As for me, I'll be helping Ken with the transition and then plan to dig deeper into my own writing, research, and teaching. I've been honored to serve as MWP's director over the past 10 years. I've loved the friendships and the laughter. Most of all, I've enjoyed the work accomplished by all of us on behalf of the students, teachers, and communities in Maine and beyond. We've made a difference... and there's so much more to come. 

I know you'll understand when I say that there's nothing more fulfilling than handing off this directorship to someone like Ken Martin, a man of grace and intelligence.

Warmest wishes ... keep writing!

Ken Martin, Director, Maine Writing Project
Rich Kent, former Director, Maine Writing Project

Saturday, September 28, 2013

Poor Boy... :'-(

Bailey injured his foot horsing around. The bone might have a crack in it, but it is not dislocated, according to Dr. Uncle Freddie. So now, watchful waiting... no hiking, no big walks, limited activity... Poor Boy. Poor Dad, too!

Thursday, September 26, 2013

Giving back (23/60)

Since late June I've been researching and writing a small book to celebrate skiing in the River Valley and to raise money for our small-town ski area, Black Mountain of Maine. I'm happy to announce that Words for a Mountain came out yesterday with a stunning foreword by Mexico native and friend, Monica Wood.

The back story of the book is that Black Mountain lost its funding in the spring of 2013. Faced with closure, people from town and across the skiing world rallied to begin fundraising to save the mountain. The story was featured in Powder Magazine titled, "We're In This Together."

As I wrote in the acknowledgements, "Books, like small-town ski areas, are community affairs." This little book owes a great debt to many behind-the-scenes contributors like my friend and primary reader, Gayle Sirois; my dear friend and editor extraordinaire Anne Wood (we've been working together for 35 years...whoa!); Paul Jones, Chisholm Ski Club's historian and archivist, researcher and writer; Monnie, for saying "You bet"; Chummy Broomhall, Muriel Arsenault, my ski coach Herb Adams, and my dear-dear friend Joe Sassi for serving on the 2004 Museum Committee along with Paul and me  doing the leg work for the writing at the museum plus part of the historical section in this book; photographers John Bernard, Kate Clough, and Jill Bartash plus those photographers of years gone by; and of course the hundreds upon hundreds of volunteers from the past 50+ years who have given their time, expertise, and money to nurture this community treasure.

Not to sound mystical or other-worldly (or like I'm slipping into the  black hole that could be turning 60 years old), I wrote this book because the mountain--my family, friends, and experiences--called me to write it.

Plus, writing is fun.
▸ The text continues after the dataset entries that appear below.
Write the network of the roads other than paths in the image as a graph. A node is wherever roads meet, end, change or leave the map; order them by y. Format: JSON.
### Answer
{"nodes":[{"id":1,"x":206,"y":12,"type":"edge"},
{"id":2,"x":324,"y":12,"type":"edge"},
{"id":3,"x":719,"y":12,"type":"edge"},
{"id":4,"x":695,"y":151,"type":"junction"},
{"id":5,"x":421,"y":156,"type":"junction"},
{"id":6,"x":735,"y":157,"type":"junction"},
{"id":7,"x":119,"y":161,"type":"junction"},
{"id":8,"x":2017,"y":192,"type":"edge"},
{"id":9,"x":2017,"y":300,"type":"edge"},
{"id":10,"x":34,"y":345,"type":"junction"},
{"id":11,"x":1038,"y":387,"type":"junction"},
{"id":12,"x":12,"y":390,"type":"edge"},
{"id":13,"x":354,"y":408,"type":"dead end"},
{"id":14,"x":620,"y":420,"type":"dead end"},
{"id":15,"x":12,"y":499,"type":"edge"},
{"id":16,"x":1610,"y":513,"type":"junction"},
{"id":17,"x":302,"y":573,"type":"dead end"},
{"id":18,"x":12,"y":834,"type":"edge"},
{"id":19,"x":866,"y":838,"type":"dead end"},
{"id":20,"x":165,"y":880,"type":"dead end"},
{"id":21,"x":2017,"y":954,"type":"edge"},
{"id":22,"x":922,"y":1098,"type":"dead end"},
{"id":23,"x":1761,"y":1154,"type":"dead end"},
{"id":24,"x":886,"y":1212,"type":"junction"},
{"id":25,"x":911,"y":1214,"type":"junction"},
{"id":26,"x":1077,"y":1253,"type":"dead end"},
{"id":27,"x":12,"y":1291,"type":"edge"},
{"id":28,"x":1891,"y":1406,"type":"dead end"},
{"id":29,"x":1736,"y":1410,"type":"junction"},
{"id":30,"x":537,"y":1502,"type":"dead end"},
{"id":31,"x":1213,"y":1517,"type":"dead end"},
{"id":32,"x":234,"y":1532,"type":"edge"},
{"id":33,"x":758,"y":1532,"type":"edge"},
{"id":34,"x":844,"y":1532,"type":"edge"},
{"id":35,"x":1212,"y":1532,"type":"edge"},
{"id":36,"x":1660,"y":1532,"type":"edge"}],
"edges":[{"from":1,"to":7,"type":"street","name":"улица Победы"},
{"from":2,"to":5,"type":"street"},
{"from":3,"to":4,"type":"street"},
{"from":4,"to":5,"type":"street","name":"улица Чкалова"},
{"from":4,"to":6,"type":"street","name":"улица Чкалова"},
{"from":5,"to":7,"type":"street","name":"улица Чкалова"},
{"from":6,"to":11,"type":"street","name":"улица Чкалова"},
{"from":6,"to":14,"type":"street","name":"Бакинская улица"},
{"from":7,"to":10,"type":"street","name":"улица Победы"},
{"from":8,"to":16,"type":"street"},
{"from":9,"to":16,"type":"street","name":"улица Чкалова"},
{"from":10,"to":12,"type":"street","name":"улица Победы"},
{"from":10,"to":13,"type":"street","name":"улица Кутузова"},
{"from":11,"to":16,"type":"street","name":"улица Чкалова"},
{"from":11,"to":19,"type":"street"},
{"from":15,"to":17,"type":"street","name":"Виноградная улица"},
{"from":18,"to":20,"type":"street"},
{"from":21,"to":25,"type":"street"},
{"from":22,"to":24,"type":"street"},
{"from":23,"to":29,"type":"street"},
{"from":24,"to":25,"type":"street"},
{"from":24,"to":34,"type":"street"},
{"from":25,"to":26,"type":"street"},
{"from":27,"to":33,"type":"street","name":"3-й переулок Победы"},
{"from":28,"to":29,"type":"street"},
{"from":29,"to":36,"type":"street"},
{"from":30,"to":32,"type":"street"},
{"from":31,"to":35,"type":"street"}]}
Ya, write! ;-)

Here's a website with photos from the book.

My XC coach, ChummyBroomhall... back in the day... c. 1940

Saturday, September 21, 2013

Red Hill (22/60)

OK, so this is remarkable... About 7 miles from my home is Kimball Road. It's signed as dead-end road. I've road skied Kimball with my team back in the day. But at the "end" of the asphalt road is a gravel road that heads out to an area known as Red Hill. Walt Abbott, a UMaine colleague of mine and a Rumford native, has a cabin way out on the road on Red Hill. This area has rolling pastures and awesome views of Whitecap Mountain. It's beautiful. My full album may be found here.

White Cap from Red Hill... Click to enlarge

Walt's cabin

Views toward Sunday River and Presidential Range.